J Gastroenterol Hepatol. 2006 Jun;21(6):999-1003. doi: 10.1111/j.1440-1746.2006.04230.x.
The aim of this phase II study was to determine the efficacy of gemcitabine plus cisplatin chemotherapy in patients with advanced biliary tract cancer.
Eligibility criteria included histologically confirmed adenocarcinoma with measurable tumor in the biliary tract that was unresectable and either locally advanced or metastatic. Patients received a combination of gemcitabine (1000 mg/m(2) intravenously [IV] on days 1, 8, and 15) and cisplatin (75 mg/m(2) IV on day 1). Cycles were repeated every 28 days. Objective tumor response rates and toxicities were evaluated according to World Health Organization criteria.

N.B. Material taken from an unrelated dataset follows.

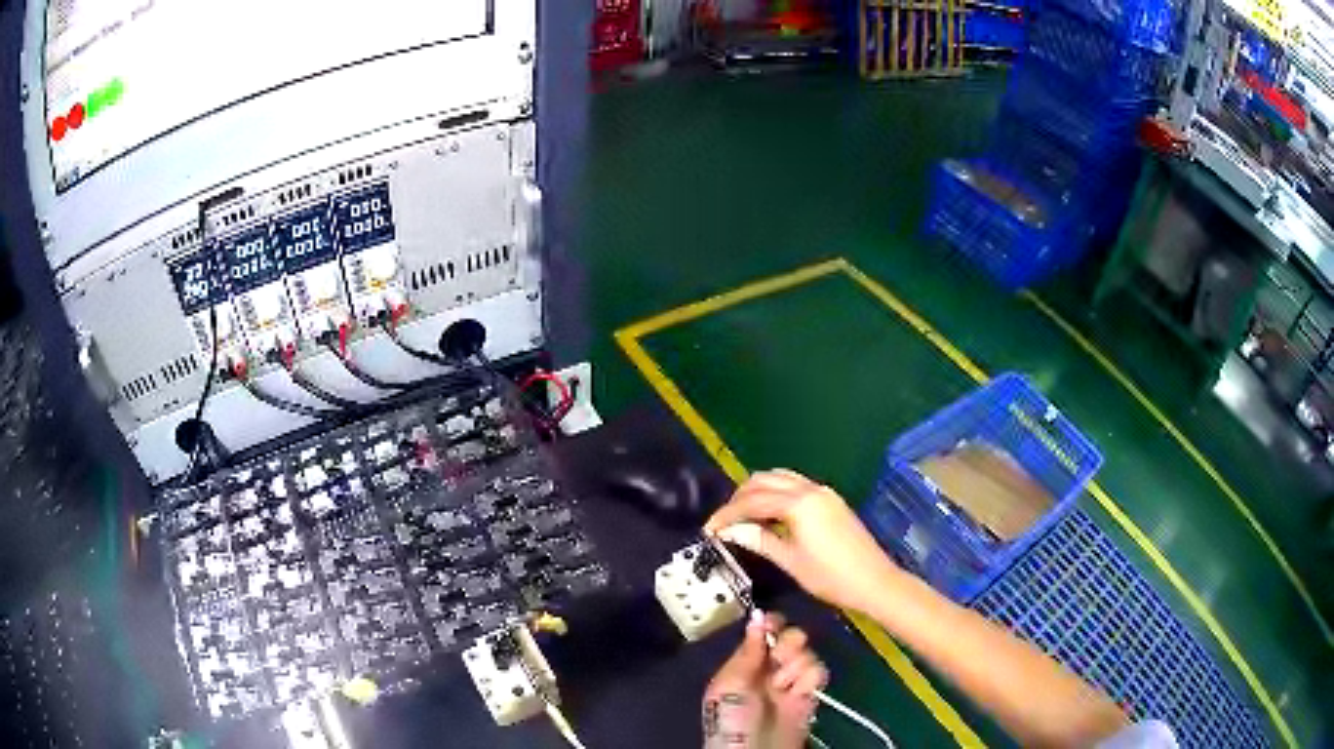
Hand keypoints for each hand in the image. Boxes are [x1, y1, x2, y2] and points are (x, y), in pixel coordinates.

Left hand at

Twenty-seven patients were enrolled in the study and a total of 120 cycles of chemotherapy were administrated. Objective partial response was observed in nine (33.3%) patients, while stable disease was found in seven (25.9%) patients. The median survival time was 10.0 months and the 1-year survival rate was 36%. Median time to disease progression was 5.6 months. The most common grade 3-4 toxicities were leukopenia (25.9%), anemia (29.6%), thrombocytopenia (22.2%), and vomiting (18.5%). Only one patient was hospitalized for chemotherapy-related complications.
Gemcitabine and cisplatin combination chemotherapy is an effective, safe, and well-tolerated regimen for the treatment of advanced biliary tract cancer.

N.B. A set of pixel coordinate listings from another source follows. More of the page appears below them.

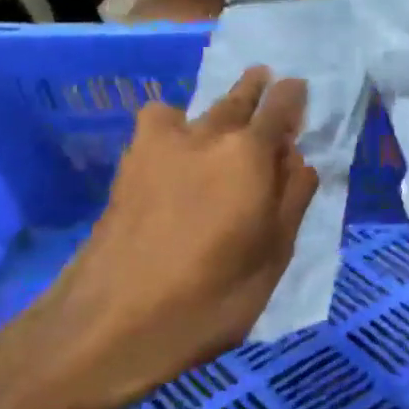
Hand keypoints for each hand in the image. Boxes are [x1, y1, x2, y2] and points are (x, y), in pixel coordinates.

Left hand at [0, 67, 317, 408]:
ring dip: (220, 105)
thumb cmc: (209, 298)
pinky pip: (158, 122)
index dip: (293, 95)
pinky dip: (173, 123)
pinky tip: (177, 147)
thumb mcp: (274, 257)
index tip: (299, 91)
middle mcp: (208, 135)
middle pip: (239, 96)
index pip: (280, 105)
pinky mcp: (130, 163)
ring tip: (226, 121)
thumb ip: (292, 199)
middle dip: (257, 88)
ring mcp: (162, 144)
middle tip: (268, 85)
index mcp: (250, 155)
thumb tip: (298, 159)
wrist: (110, 323)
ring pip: (199, 107)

本II期研究的目的是确定吉西他滨联合顺铂化疗对晚期胆管癌患者的疗效。
入选标准包括组织学确诊的腺癌,胆管内有可测量的肿瘤,无法切除,且为局部晚期或转移性。患者接受吉西他滨(第1、8和15天静脉注射1000mg/m²)和顺铂(第1天静脉注射75mg/m²)联合治疗。每28天重复一个周期。根据世界卫生组织标准评估客观肿瘤反应率和毒性。
27例患者入组本研究,共进行了120个化疗周期。9例(33.3%)患者观察到客观部分缓解,7例(25.9%)患者病情稳定。中位生存时间为10.0个月,1年生存率为36%。疾病进展的中位时间为5.6个月。最常见的3-4级毒性反应为白细胞减少(25.9%)、贫血(29.6%)、血小板减少(22.2%)和呕吐(18.5%)。只有1例患者因化疗相关并发症住院。
吉西他滨和顺铂联合化疗是治疗晚期胆管癌的一种有效、安全且耐受性良好的方案。